The CHA gets tens of millions each year for apartments it controls but leaves vacant. One of the CHA's larger sites, Lathrop Homes, has a staggering vacancy rate despite the fact that the most recent November 2014 housing lottery saw more than 282,000 applicants. Lathrop Homes has 925 units, but according to longtime resident and co-chairman of the Lathrop Leadership Group, Miguel Suarez, only about 150 of them are occupied today.
"In 2000, CHA froze all leasing in Lathrop with the promise that in 2001, they would start rehabbing," Suarez told HuffPost. "And of course, that never happened."
Suarez said that by 2007, developers still hadn't made improvements, though roughly 45 families were still living on the north end of the site. Shortly after, those remaining families were moved to the south end of the site and CHA "went in and boarded all of the north end up."
Suarez, who has lived in Lathrop Homes for 25 years and is a chairman for the residents' leadership team, said some families left after years of what he characterized as neglect by CHA.
"There are apartments that have mold issues, leakage from the outside, and things of that nature," Suarez said. "When I first moved in, it was totally different: [Lathrop Homes] was fully occupied. Along [North Hoyne Avenue] had a canopy of trees. It was beautiful. Somewhere along the line they got rid of it. Ladies had their flower gardens up front, vegetables in the back. People would even hang their laundry."

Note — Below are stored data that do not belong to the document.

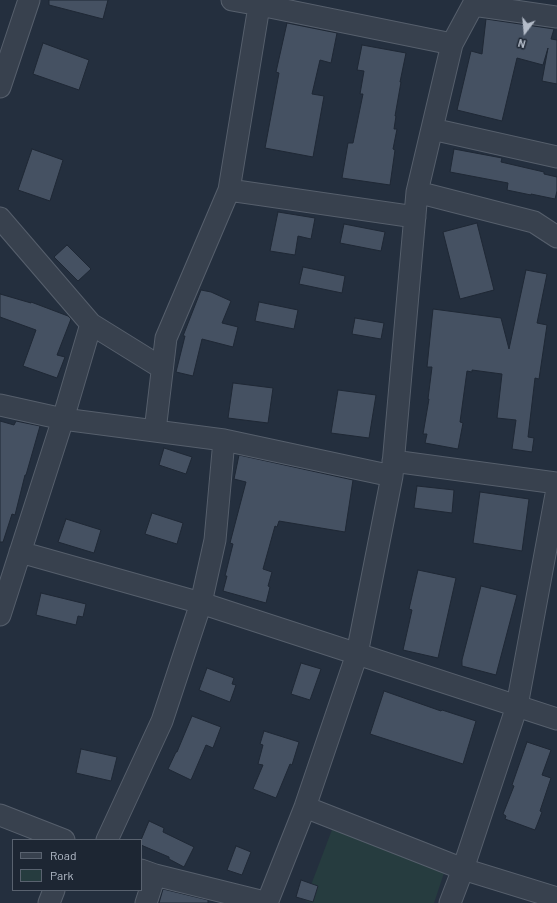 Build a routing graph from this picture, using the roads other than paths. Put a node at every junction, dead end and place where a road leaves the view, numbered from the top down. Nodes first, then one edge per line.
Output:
1 (29, 0) edge
2 (232, 0) edge
3 (260, 2) edge
4 (477, 3) edge
5 (557, 17) edge
6 (452, 44) junction
7 (0, 87) edge
8 (432, 129) junction
9 (557, 157) edge
10 (229, 190) junction
11 (417, 192) junction
12 (415, 217) junction
13 (0, 218) edge
14 (557, 237) edge
15 (91, 324) junction
16 (162, 368) junction
17 (0, 405) edge
18 (63, 419) junction
19 (155, 431) junction
20 (224, 440) junction
21 (393, 468) junction
22 (557, 483) edge
23 (557, 489) edge
24 (20, 552) junction
25 (201, 603) junction
26 (0, 615) edge
27 (357, 654) junction
28 (517, 706) junction
29 (557, 720) edge
30 (305, 807) junction
31 (0, 815) edge
32 (61, 839) edge
33 (107, 839) edge
34 (463, 869) junction
35 (148, 873) edge
36 (54, 891) edge
37 (557, 898) edge
38 (50, 903) edge
39 (146, 903) edge
40 (268, 903) edge
41 (450, 903) edge

1 - 7 street
2 - 3 street
3 - 6 street
3 - 10 street
4 - 5 street
4 - 6 street
6 - 8 street
8 - 9 street
8 - 11 street
10 - 12 street
10 - 16 street
11 - 12 street
11 - 14 street
12 - 21 street
13 - 15 street
15 - 16 street
15 - 18 street
16 - 19 street
17 - 18 street
18 - 19 street
18 - 24 street
19 - 20 street
20 - 21 street
20 - 25 street
21 - 22 street
21 - 27 street
23 - 28 street
24 - 25 street
24 - 26 street
25 - 27 street
25 - 33 street
27 - 28 street
27 - 30 street
28 - 29 street
28 - 34 street
30 - 34 street
30 - 40 street
31 - 32 street
34 - 37 street
34 - 41 street
35 - 39 street
35 - 40 street
36 - 38 street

"It was a very different thing -- it was a true community," Suarez noted.
But as the surrounding neighborhoods of Bucktown, Lincoln Park and Roscoe Village hit new levels of prosperity, Suarez called the situation with Lathrop Homes "gentrification at its worst."
"It's no secret that today, Lathrop Homes is on some of the most valuable property in the city," Suarez said. "For developers to come in and say, 'We want to make this a revitalized community," well, it already is. They want to move the current residents out to give this property to people with greater means."
Suarez said that knowing the agency is sitting on hundreds of millions of unspent dollars while Lathrop deteriorates is a clear sign of the city's priorities. "Knowing very well that CHA has $400-some-odd million stashed, knowing that money is there, and seeing that Lathrop Homes has had no major rehab done to it, it's evident that the CHA as a whole is not willing to make these units [livable] that could be made available," he said.